> **About this task**
All lines from the one with "ring pip: (1248, 573)" through the last are to be given again exactly as they stand in the data below, and only those.

> **Data under study**
┌──
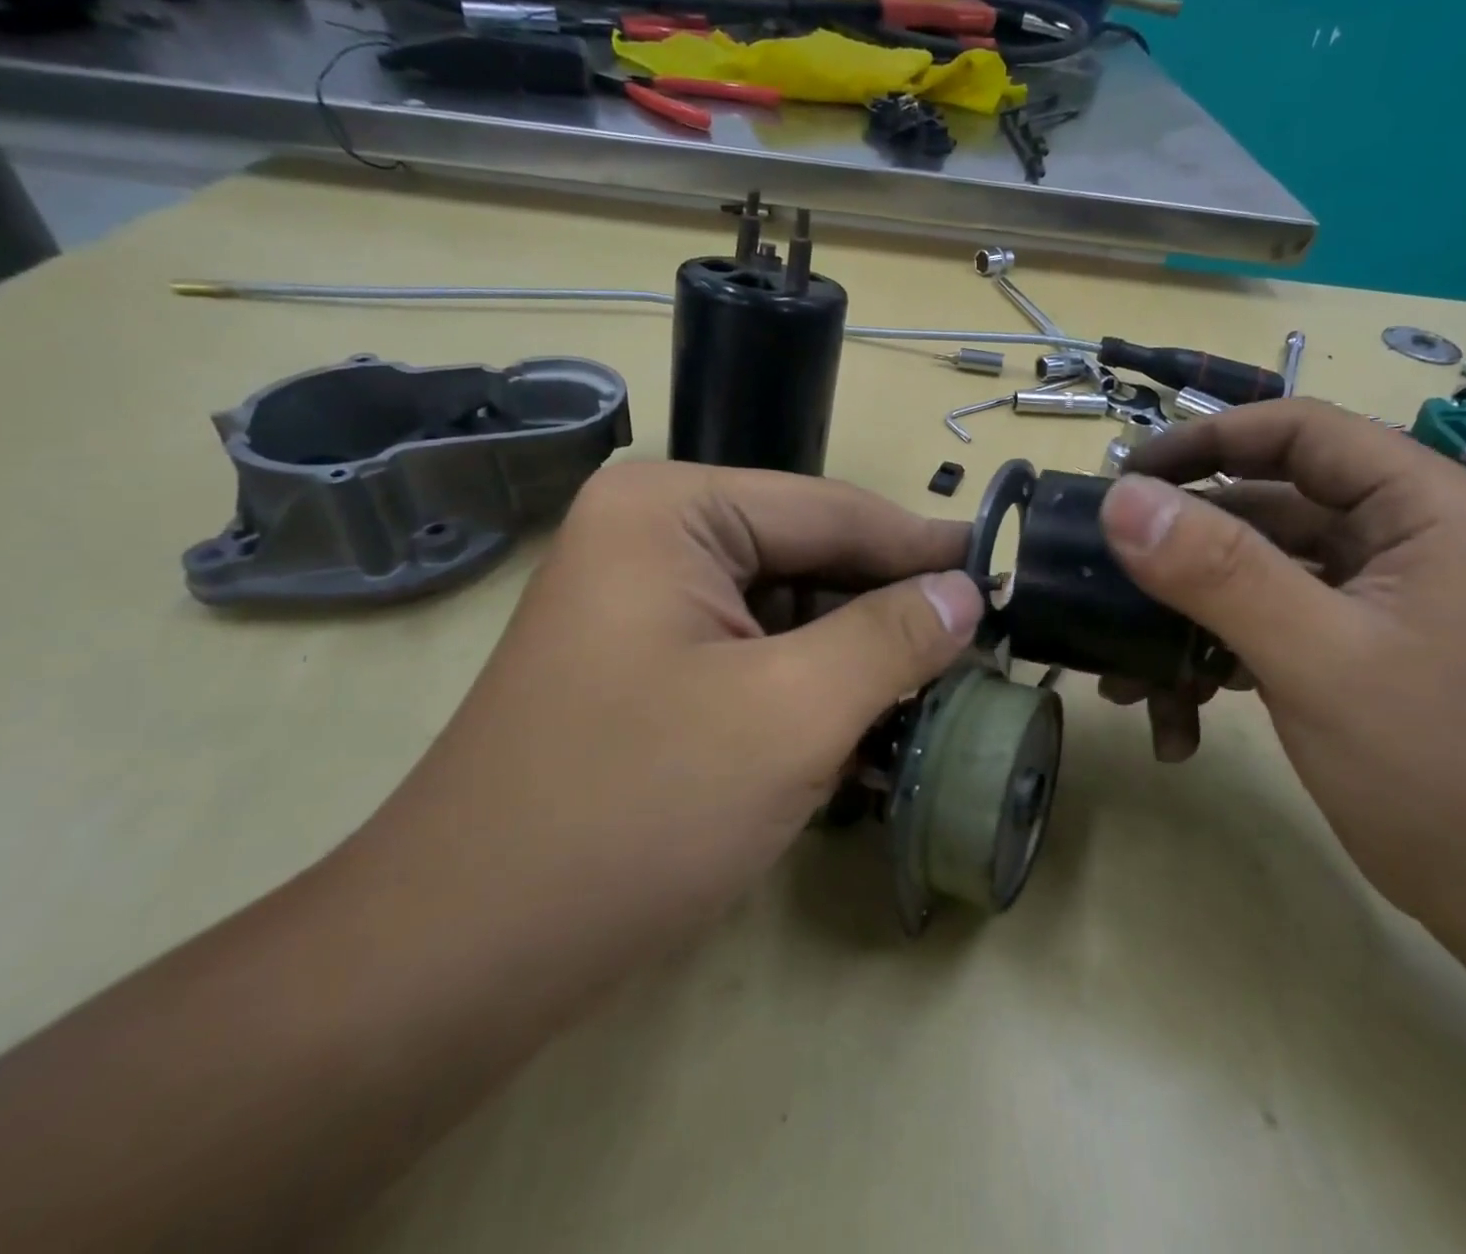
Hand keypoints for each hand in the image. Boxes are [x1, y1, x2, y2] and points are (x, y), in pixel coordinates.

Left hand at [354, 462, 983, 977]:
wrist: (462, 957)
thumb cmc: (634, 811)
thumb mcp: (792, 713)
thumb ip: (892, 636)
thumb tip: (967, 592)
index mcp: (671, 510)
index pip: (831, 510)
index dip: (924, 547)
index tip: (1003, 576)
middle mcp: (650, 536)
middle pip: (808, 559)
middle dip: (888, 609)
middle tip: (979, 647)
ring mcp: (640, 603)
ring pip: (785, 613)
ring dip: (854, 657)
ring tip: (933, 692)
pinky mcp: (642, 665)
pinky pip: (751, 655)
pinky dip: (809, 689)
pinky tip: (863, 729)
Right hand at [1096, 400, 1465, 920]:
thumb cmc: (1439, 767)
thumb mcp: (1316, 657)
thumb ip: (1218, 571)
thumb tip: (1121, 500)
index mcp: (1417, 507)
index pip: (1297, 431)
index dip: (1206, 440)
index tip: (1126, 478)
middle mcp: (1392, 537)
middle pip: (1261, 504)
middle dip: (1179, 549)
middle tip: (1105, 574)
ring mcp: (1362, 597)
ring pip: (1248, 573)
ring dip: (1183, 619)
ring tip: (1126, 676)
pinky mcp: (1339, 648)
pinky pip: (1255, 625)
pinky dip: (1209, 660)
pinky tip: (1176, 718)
└──
> **Written solution**
ring pip: (1248, 573)
ring dip: (1183, 619)
ring tip: (1126, 676)
pinky mcp: (1339, 648)
pinky pip: (1255, 625)
pinky dip: (1209, 660)
pinky tip: (1176, 718)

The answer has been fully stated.